The Blind Alley of Soviet Literature

 

From Fourth International, Vol.2 No.6, July 1941, pp.188-190.
Transcribed & marked up by Einde O’Callaghan for ETOL.

 

The press of the Kremlin is again sounding the alarm. A terrible situation prevails on the literary and dramatic fronts. Every possible variation is now being played on the following theme: Soviet literature has failed to provide in the recent period any models of strong personalities capable of arousing either love or the desire for emulation and capable of serving as examples for the youth to follow. The outstanding Soviet writers – Michael Sholokhov, A. Tolstoy, A. Fadeyev, Valentin Katayev, K. Fedin, Marietta Shaginyan, Lidya Seifulina, L. Leonov and others “seem to sense failure on the soil of modern subjects and shy away from depicting the new individual. They undertake journeys into the past, into the Seventeenth or Eighteenth centuries, they spend years on topics dealing with the Civil War of which they were contemporaries [1], but they are incapable of portraying the modern Red warrior, the modern patriot, the modern hero.” (Literaturnaya Gazetta, No.6, February 9, 1941).

The flight of Soviet writers from current subjects has assumed truly catastrophic proportions during the last three years. From among the vast quantity of books published in the USSR for that period, it was hard to compile a list of fifty volumes devoted to current and vital themes.
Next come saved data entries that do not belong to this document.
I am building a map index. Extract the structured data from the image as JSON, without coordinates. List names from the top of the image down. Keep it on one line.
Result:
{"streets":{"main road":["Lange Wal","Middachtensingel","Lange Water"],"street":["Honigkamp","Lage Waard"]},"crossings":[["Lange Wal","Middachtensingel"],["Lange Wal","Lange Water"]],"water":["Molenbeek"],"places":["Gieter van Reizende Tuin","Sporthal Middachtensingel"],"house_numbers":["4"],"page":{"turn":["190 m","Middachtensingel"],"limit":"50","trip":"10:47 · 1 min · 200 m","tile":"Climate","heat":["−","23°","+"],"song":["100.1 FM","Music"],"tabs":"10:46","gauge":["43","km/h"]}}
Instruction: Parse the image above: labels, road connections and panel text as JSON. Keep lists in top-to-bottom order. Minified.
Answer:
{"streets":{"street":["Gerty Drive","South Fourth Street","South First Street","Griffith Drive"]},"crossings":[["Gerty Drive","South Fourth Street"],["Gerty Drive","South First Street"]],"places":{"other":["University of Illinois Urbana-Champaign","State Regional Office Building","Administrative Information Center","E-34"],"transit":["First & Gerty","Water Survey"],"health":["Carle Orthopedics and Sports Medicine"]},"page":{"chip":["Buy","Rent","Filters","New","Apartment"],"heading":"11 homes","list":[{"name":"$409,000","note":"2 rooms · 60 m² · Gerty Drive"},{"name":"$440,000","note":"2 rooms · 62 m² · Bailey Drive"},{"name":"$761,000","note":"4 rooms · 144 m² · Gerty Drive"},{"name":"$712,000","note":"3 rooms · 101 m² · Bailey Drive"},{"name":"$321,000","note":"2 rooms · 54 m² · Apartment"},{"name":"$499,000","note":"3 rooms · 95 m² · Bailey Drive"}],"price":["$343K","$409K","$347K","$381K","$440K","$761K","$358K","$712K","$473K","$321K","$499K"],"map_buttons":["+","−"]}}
And even among these books, a major portion – twenty – are devoted wholly or in part to the Northern areas, the conquest of the North, and the life of the peoples of the North. “Were some future historian to decide to restore the history of our times from the artistic literature, from the prose writings of the last three years, he would find himself obliged to say that the chief concern of the country in those years was – the conquest of the North,” P. Pavlenko and F. Levin declared, not without irony, in their report, The Soviet Man as Portrayed in Contemporary Prose, which was delivered before a special meeting of the party organization, the Union of Soviet Writers (Literaturnaya Gazetta, Feb. 4 and Feb. 9, 1941).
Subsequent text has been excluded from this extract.